Davidson died at his Bloomfield Hills home with family at his side, team spokesman Matt Dobek said. The cause of death wasn't immediately known.
"The entire Palace family is mourning the loss of Mr. Davidson," said Tom Wilson, president of Palace Sports and Entertainment and the Pistons. "He was truly a pioneer in so many ways. His legacy will live forever."
Davidson, inducted into the Basketball Hall of Fame in September, also owned the WNBA's Detroit Shock and Palace Sports & Entertainment, comprising The Palace of Auburn Hills and DTE Energy Music Theatre.
"We are all deeply saddened by the news of Mr. D's passing," Pistons coach Michael Curry said after Detroit's overtime victory in Toronto. "He's been a great owner who genuinely cared for players, coaches and employees. He will not only be remembered as a great owner but also as a person who made a difference in many people's lives. Our thoughts and prayers are with Mrs. D and the entire Davidson family."
Karen Davidson will succeed her husband as owner of the Pistons, team president Tom Wilson said on Saturday.
Occasionally spotted courtside at Pistons home games, Bill Davidson shied away from the limelight. He granted only a handful of interviews and turned down requests for dozens more while three of his pro sports teams were winning league championships over an eight-month span in 2003 and 2004.
"I just don't want to be a public figure," he told The Associated Press in 2004. "I don't see any point in it."
Davidson was chairman and president of Guardian Industries Corp., a major manufacturer of glass products for the construction and automotive industries and fiberglass insulation products. He also was an honored philanthropist, giving away more than $80 million in the 1990s alone.
Spurned in his bids to buy the NFL's Detroit Lions and NHL's Detroit Red Wings, Davidson became majority owner of the Pistons in 1974 and acquired the NHL's Tampa Bay Lightning in 1999, spending lavishly on both teams.
Davidson bought a plane -- Roundball One -- and built a state-of-the-art practice facility for the club, and used it himself to work out.
The Palace, located less than a half-mile (500 meters) from Guardian Industries headquarters, was built for $90 million -- all of it Davidson's money -- and won instant acclaim as a sports and entertainment venue when it opened in 1988.
"Obviously it's difficult news for those of us that knew him and for his family, but he lived a very rich life and helped untold thousands, and probably millions of people with all of his philanthropic things which frankly he never wanted anybody to talk about," said Dallas coach Rick Carlisle, who coached the Pistons for two seasons. "So it was an incredible life that he lived."

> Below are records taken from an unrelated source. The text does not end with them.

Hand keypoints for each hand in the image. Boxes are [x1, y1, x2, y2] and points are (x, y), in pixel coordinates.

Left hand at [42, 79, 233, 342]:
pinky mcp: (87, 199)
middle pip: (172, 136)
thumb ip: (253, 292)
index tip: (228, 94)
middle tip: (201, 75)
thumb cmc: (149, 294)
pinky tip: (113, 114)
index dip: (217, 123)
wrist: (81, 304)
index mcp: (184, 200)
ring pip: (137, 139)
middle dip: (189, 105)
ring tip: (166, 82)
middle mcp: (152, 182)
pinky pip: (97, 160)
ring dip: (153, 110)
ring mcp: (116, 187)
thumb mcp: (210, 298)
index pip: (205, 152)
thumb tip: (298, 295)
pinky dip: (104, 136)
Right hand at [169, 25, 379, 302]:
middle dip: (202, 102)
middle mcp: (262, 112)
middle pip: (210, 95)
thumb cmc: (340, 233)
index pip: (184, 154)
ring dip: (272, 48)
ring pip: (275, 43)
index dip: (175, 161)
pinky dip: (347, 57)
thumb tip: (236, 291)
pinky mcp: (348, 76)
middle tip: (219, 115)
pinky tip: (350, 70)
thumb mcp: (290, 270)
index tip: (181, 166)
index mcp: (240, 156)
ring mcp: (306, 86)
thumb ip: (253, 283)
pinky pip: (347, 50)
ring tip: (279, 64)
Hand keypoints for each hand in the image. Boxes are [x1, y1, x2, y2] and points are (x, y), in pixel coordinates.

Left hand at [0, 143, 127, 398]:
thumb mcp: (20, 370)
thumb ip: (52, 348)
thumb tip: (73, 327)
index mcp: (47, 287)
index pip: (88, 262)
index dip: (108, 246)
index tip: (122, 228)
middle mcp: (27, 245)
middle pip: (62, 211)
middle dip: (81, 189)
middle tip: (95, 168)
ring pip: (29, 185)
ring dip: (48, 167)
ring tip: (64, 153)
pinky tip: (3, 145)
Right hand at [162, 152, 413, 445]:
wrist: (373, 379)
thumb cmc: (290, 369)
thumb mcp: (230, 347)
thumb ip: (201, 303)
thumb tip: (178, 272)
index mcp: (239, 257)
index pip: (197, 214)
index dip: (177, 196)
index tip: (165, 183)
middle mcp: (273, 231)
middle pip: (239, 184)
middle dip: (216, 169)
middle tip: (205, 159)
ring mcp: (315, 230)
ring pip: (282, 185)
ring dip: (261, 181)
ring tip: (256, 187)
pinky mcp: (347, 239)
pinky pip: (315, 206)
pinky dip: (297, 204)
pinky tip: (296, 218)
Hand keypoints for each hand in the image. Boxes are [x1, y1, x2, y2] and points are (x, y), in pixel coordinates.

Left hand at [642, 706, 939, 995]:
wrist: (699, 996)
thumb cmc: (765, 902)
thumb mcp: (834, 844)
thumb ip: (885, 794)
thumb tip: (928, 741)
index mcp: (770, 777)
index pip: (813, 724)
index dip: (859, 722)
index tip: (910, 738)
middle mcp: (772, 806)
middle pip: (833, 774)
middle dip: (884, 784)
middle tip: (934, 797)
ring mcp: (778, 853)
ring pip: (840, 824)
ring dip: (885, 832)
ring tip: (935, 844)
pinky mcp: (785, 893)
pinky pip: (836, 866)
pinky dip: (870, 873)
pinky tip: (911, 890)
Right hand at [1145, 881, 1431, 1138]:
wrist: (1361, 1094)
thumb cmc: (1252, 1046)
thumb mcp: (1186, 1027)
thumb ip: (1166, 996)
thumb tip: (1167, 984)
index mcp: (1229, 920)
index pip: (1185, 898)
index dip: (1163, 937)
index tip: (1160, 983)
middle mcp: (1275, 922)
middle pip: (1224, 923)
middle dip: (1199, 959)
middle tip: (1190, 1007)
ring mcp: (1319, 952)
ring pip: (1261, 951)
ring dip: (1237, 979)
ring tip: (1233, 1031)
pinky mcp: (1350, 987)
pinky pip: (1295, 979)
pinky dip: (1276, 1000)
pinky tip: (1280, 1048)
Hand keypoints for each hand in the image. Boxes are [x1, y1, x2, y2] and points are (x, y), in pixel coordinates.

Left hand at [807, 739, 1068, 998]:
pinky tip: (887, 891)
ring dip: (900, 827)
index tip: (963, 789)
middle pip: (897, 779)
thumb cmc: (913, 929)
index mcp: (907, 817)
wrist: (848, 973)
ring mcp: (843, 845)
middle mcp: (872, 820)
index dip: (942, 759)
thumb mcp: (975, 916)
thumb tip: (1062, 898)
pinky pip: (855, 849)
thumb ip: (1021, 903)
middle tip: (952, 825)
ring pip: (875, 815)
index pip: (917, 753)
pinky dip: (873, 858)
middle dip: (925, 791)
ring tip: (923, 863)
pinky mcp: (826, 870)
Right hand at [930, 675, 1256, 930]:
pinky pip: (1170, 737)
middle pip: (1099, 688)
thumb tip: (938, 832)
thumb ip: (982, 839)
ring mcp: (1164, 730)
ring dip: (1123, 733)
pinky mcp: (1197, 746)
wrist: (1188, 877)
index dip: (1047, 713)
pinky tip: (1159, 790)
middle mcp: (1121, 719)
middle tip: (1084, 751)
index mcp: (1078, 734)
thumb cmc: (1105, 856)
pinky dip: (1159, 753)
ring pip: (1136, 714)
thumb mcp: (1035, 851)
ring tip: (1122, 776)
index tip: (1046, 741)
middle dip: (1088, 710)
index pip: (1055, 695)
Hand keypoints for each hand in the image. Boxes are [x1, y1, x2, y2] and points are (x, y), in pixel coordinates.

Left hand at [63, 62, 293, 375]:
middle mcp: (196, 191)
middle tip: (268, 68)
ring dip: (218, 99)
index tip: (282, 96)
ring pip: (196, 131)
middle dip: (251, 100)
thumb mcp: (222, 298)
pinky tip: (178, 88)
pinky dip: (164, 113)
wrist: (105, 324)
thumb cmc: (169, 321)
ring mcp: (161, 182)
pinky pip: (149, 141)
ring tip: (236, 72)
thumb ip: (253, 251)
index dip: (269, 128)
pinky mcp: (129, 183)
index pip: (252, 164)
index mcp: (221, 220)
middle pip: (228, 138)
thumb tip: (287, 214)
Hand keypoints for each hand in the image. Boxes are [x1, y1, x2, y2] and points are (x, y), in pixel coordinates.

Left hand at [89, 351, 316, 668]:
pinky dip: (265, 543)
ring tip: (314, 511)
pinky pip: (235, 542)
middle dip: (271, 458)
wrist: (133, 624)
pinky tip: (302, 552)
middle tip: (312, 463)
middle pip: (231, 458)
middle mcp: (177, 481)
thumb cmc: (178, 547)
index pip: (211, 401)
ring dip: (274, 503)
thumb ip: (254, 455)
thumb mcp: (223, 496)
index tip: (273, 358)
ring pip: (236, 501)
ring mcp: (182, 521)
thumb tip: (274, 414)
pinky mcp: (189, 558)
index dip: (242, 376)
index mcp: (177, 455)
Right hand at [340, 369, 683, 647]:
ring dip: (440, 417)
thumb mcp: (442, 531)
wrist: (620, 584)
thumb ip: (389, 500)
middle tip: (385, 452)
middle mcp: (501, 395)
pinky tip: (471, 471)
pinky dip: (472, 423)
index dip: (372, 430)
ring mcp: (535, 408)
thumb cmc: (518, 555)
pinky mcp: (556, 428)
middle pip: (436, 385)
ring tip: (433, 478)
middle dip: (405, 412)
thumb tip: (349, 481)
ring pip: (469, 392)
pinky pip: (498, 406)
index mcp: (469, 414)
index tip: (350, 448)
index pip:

The Lightning and the Pistons won the NHL and NBA titles eight days apart in June 2004, making Davidson the first owner of concurrent champions in major North American team sports. Under Davidson, the Pistons also won NBA titles in 1989 and 1990.
The Shock had won the WNBA championship eight months earlier, having risen from last place and the threat of folding in 2002 to first place and league-leading crowds the following year. The Shock also won the league championship in 2006.
Davidson sold the Lightning last year.